Between 1634 and 1950, all but one of Sweden’s monarchs were buried at Riddarholmskyrkan, the church whose cast iron spire rises high above the island today, and is visible for miles around.
That spire, which appears on countless postcards from Stockholm, is actually a relatively modern addition; it was tacked on in the 1800s after fire ripped through parts of the roof.
The main structure has existed since around 1290, which makes it the oldest preserved building in Stockholm. It was originally built as a Franciscan monastery but evolved to become a parish church – and eventually, the favoured resting place of Sweden’s royals.
Now that Riddarholmskyrkan is ‘full’, Sweden’s current and future monarchs will be buried on a small island to the north of the city centre. However, it’s still possible to gain access to the church – in summer at least – to see the marble sarcophagi that serve as their ancestors’ final home.

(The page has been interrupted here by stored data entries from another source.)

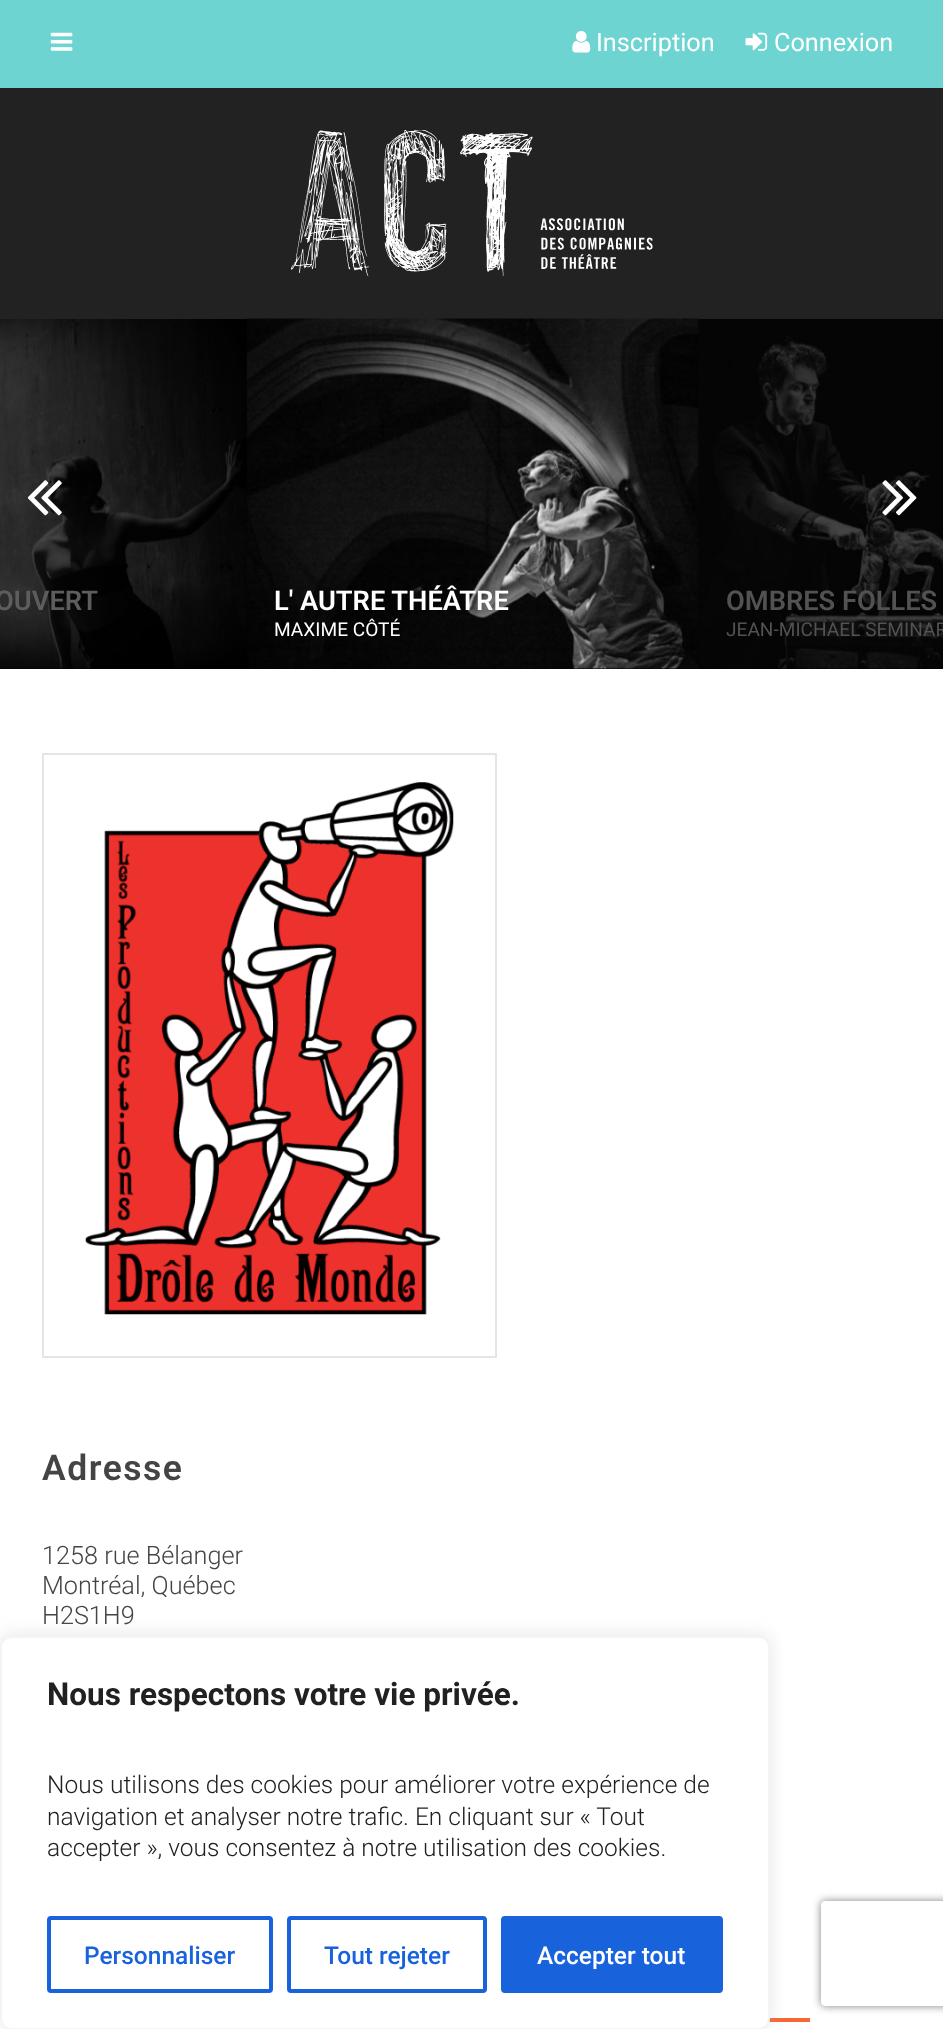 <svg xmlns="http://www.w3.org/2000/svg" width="943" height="2029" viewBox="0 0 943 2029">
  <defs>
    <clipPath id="clip1"><path d="M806 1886H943V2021H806ZM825 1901H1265C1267 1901 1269 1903 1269 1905V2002C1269 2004 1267 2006 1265 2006H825C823 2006 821 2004 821 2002V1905C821 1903 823 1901 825 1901Z" clip-rule="evenodd"/></clipPath>
  </defs>
  <rect width="100%" height="100%" fill="rgb(255,255,255)"/>
  <rect x="0" y="0" width="943" height="88" fill="rgb(109,212,209)"/>
  <image x="50" y="32" width="23" height="19" href="pic1.png"/>
  <image x="572" y="30" width="19" height="23" href="pic2.png"/>
  <text x="596" y="51" font-family="Roboto" font-size="25.25" fill="rgb(255,255,255)">Inscription</text>
  <image x="745" y="32" width="23" height="19" href="pic3.png"/>
  <text x="774" y="51" font-family="Roboto" font-size="25.25" fill="rgb(255,255,255)">Connexion</text>
  <rect x="0" y="88" width="943" height="231" fill="rgb(34,34,34)"/>
  <image x="291" y="130" width="362" height="147" href="pic4.png"/>
  <rect x="0" y="319" width="943" height="350" fill="rgb(0,0,0)"/>
  <image x="0" y="319" width="247" height="350" href="pic7.png"/>
  <image x="27" y="480" width="35" height="36" href="pic5.png"/>
  <image x="246" y="318" width="453" height="351" href="pic8.png"/>
  <image x="698" y="319" width="245" height="350" href="pic9.png"/>
  <image x="882" y="480" width="35" height="36" href="pic6.png"/>
  <text x="-5" y="610" font-family="Roboto" font-size="27.25" font-weight="600" fill="rgb(93,93,93)">OUVERT</text>
  <text x="274" y="610" font-family="Roboto" font-size="27.25" font-weight="600" fill="rgb(255,255,255)">L' AUTRE THÉÂTRE</text>
  <text x="274" y="636" font-family="Roboto" font-size="19.1" fill="rgb(255,255,255)">MAXIME CÔTÉ</text>
  <text x="726" y="610" font-family="Roboto" font-size="27.25" font-weight="600" fill="rgb(82,82,82)">OMBRES FOLLES</text>
  <text x="726" y="636" font-family="Roboto" font-size="19.1" fill="rgb(82,82,82)">JEAN-MICHAEL SEMINAR</text>
  <rect x="43" y="754" width="453" height="603" fill="none" stroke="rgb(229,229,229)" stroke-width="2"/>
  <image x="85" y="782" width="369" height="533" href="pic10.png"/>
  <text x="42" y="1480" font-family="Roboto" font-size="35.5" font-weight="600" letter-spacing="1.5" fill="rgb(68,68,68)">Adresse</text>
  <g font-family="Roboto" font-size="25.25" font-weight="300" fill="rgb(68,68,68)">
    <text>
      <tspan x="42" y="1564">1258 rue Bélanger</tspan>
      <tspan x="42" y="1594">Montréal, Québec</tspan>
      <tspan x="42" y="1624">H2S1H9</tspan>
    </text>
  </g>
  <rect x="769" y="2018" width="41" height="4" fill="rgb(248,102,53)"/>
  <rect x="0" y="1635" width="770" height="393" rx="11" fill="rgba(172,171,171,0.3)" filter="blur(9px)"/>
  <rect x="1" y="1637" width="768" height="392" rx="10" fill="rgb(255,255,255)" stroke="rgb(244,244,244)" stroke-width="2"/>
  <text x="47" y="1705" font-family="Roboto" font-size="31.5" font-weight="bold" fill="rgb(33,33,33)">Nous respectons votre vie privée.</text>
  <g font-family="Roboto" font-size="24.5" font-weight="300" fill="rgb(33,33,33)">
    <text>
      <tspan x="47" y="1793">Nous utilisons des cookies pour améliorer votre expérience de</tspan>
      <tspan x="47" y="1825">navigation et analyser notre trafic. En cliquant sur « Tout</tspan>
      <tspan x="47" y="1856">accepter », vous consentez à notre utilisation des cookies.</tspan>
    </text>
  </g>
  <rect x="49" y="1918" width="222" height="73" rx="2" fill="none" stroke="rgb(24,99,220)" stroke-width="4"/>
  <text x="84" y="1964" font-family="Roboto" font-size="24.5" font-weight="500" fill="rgb(24,99,220)">Personnaliser</text>
  <rect x="289" y="1918" width="196" height="73" rx="2" fill="none" stroke="rgb(24,99,220)" stroke-width="4"/>
  <text x="324" y="1964" font-family="Roboto" font-size="24.5" font-weight="500" fill="rgb(24,99,220)">Tout rejeter</text>
  <rect x="503" y="1918" width="218" height="73" rx="2" fill="rgb(24,99,220)" stroke="rgb(24,99,220)" stroke-width="4"/>
  <text x="537" y="1964" font-family="Roboto" font-size="24.5" font-weight="500" fill="rgb(255,255,255)">Accepter tout</text>
  <g clip-path="url(#clip1)">
    <rect x="821" y="1901" width="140" height="105" rx="4" fill="rgb(128,128,128)" filter="blur(4.5px)"/>
  </g>
</svg>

50 SEK. Card payments only. Guided tours in English (included) take place at 11.30am from mid-May–mid-Sept.
Take the subway (T-bana) to Gamla Stan. Walk around 300m north and cross the bridge – the church will be right in front of you when you reach the other side. Alternatively, take bus 3 or 59.
Birger Jarls Torg
+46 840 261 30
From mid-May–mid-Sept hours are generally 10am–5pm, but the church often shuts at 1pm, and can stay shut for several days at a time. Check the website first. From mid-Sept–Nov, the church opens on Sat & Sun from 10am–4pm. The church is closed at other times of the year.